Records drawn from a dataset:
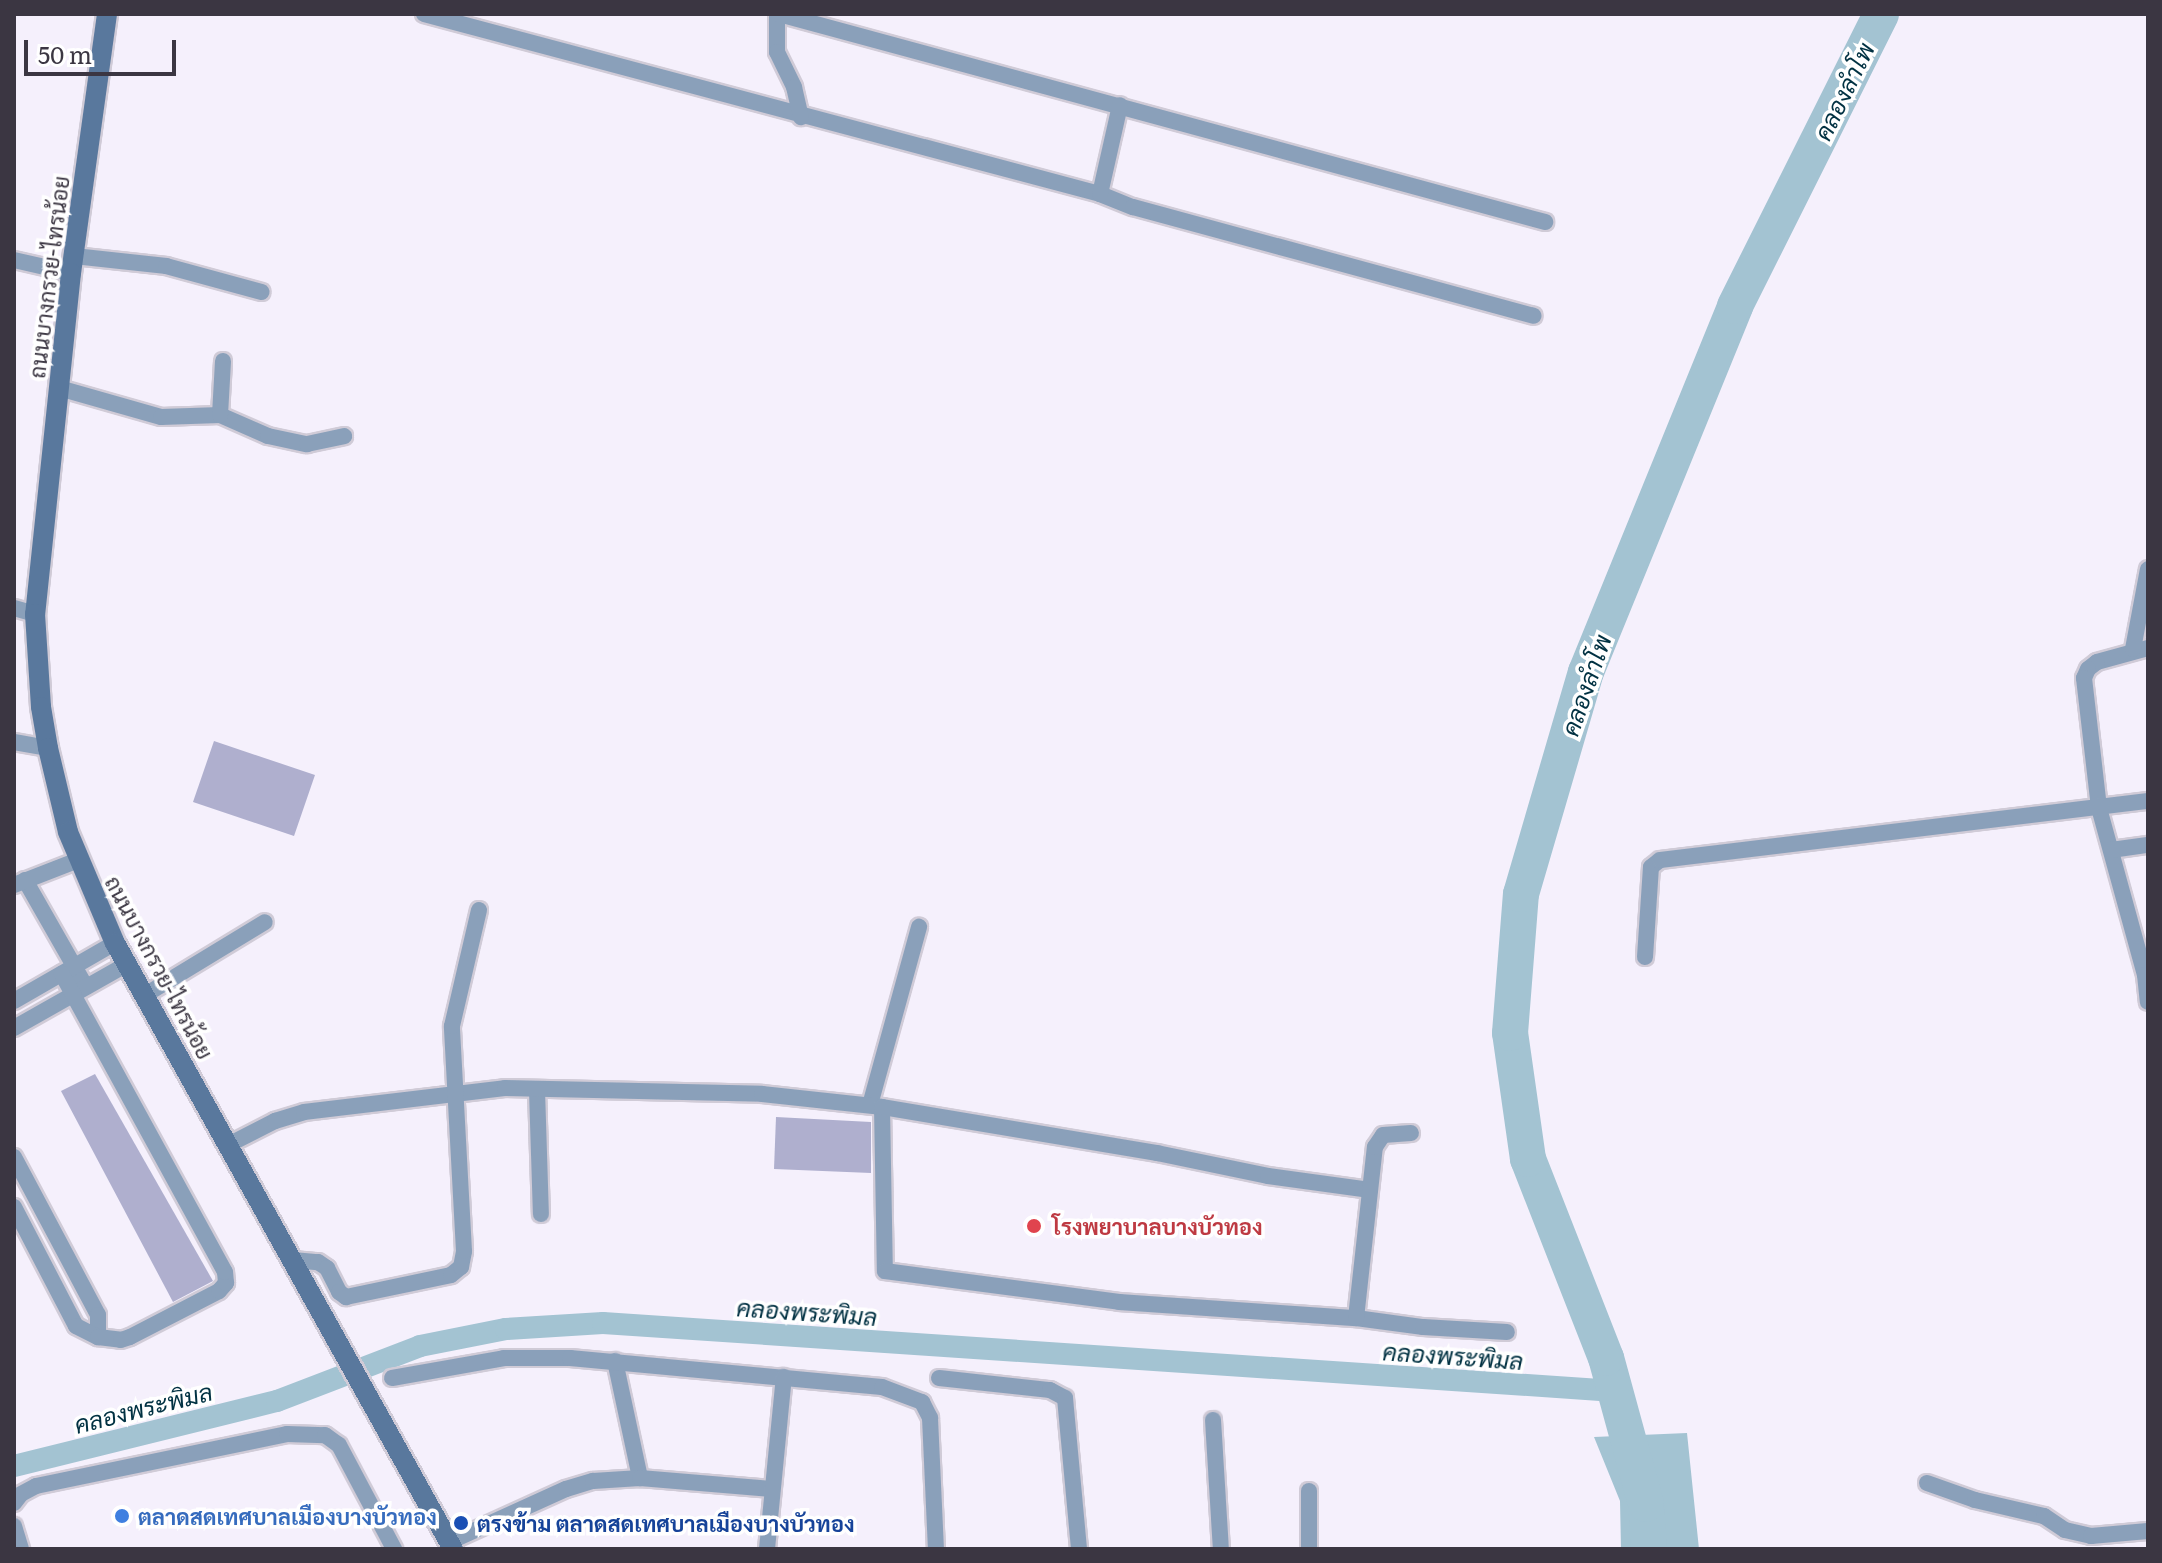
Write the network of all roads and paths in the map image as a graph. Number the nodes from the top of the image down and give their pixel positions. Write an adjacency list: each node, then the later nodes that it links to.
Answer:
1 (107, 14): 10 (main road, ถนนบางกรวย-ไทรน้อย)
2 (424, 14): 6 (street)
3 (778, 14): 4 (street); 6 (street)
4 (797, 16): 5 (street)
5 (1120, 105): 7 (street); 8 (street)
6 (801, 117): 7 (street)
7 (1100, 194): 12 (street)
8 (1545, 222)
9 (14, 260): 10 (street)
10 (72, 264): 11 (street); 14 (main road, ถนนบางกรวย-ไทรน้อย)
11 (262, 292)
12 (1533, 316)
13 (223, 361): 15 (street)
14 (59, 388): 15 (street); 19 (main road, ถนนบางกรวย-ไทรน้อย)
15 (220, 415): 16 (street)
16 (344, 436)
17 (2148, 569): 20 (street)
18 (14, 608): 19 (street)
19 (35, 614): 22 (main road, ถนนบางกรวย-ไทรน้อย)
20 (2141, 649): 24 (street)
21 (14, 742): 22 (street)
22 (48, 748): 27 (main road, ถนนบางกรวย-ไทรน้อย)
23 (2148, 801): 24 (street)
24 (2099, 808): 26 (street); 33 (street)
25 (2148, 845): 26 (street)
26 (2111, 850): 36 (street)
27 (78, 860): 28 (street); 32 (main road, ถนนบางกรวย-ไทรน้อย)
28 (19, 882): 35 (street)
29 (479, 910): 43 (street)
30 (265, 922): 38 (street)
31 (919, 927): 44 (street)
32 (115, 943): 34 (main road, ถนนบางกรวย-ไทรน้อย); 35 (street)
33 (1645, 957)
34 (127, 964): 37 (street); 38 (main road, ถนนบางกรวย-ไทรน้อย)
35 (68, 970): 37 (street); 39 (street)
36 (2146, 975): 40 (street)
37 (79, 992): 41 (street); 56 (street)
38 (145, 995): 46 (main road, ถนนบางกรวย-ไทรน้อย)
39 (14, 1001)
40 (2148, 1002)
41 (14, 1028)
42 (537, 1090): 43 (street); 44 (street); 50 (street)
43 (453, 1094): 46 (street); 53 (street)
44 (876, 1106): 48 (street); 54 (street)
45 (1411, 1133): 48 (street)
46 (228, 1145): 53 (main road, ถนนบางกรวย-ไทรน้อย)
47 (14, 1157): 51 (street)
48 (1370, 1190): 54 (street)
49 (14, 1207): 52 (street)
50 (541, 1214)
51 (58, 1241): 52 (street); 56 (street)
52 (38, 1253): 56 (street)
53 (293, 1260): 69 (main road, ถนนบางกรวย-ไทรน้อย)
54 (1356, 1318): 55 (street)
55 (1507, 1332)
56 (98, 1337)
57 (615, 1361): 58 (street); 59 (street); 62 (street)
58 (784, 1377): 64 (street); 73 (street)
59 (392, 1378)
60 (939, 1378): 74 (street)
61 (1213, 1420): 75 (street)
62 (640, 1478): 64 (street); 69 (street)
63 (1927, 1483): 68 (street)
64 (772, 1489): 72 (street)
65 (1309, 1491): 76 (street)
66 (14, 1503): 71 (street)
67 (14, 1526): 70 (street)
68 (2148, 1531)
69 (451, 1545)
70 (21, 1549)
71 (394, 1549)
72 (767, 1549)
73 (936, 1549)
74 (1079, 1549)
75 (1221, 1549)
76 (1309, 1549)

▸ Task brief:
Only lines containing the string "ไทรน" belong in the answer; find them in the data above and copy them.

▸ Your solution:
1 (107, 14): 10 (main road, ถนนบางกรวย-ไทรน้อย)
10 (72, 264): 11 (street); 14 (main road, ถนนบางกรวย-ไทรน้อย)
14 (59, 388): 15 (street); 19 (main road, ถนนบางกรวย-ไทรน้อย)
19 (35, 614): 22 (main road, ถนนบางกรวย-ไทรน้อย)
22 (48, 748): 27 (main road, ถนนบางกรวย-ไทรน้อย)
27 (78, 860): 28 (street); 32 (main road, ถนนบางกรวย-ไทรน้อย)
32 (115, 943): 34 (main road, ถนนบางกรวย-ไทรน้อย); 35 (street)
34 (127, 964): 37 (street); 38 (main road, ถนนบางกรวย-ไทรน้อย)
38 (145, 995): 46 (main road, ถนนบางกรวย-ไทรน้อย)
46 (228, 1145): 53 (main road, ถนนบางกรวย-ไทรน้อย)
53 (293, 1260): 69 (main road, ถนนบางกรวย-ไทรน้อย)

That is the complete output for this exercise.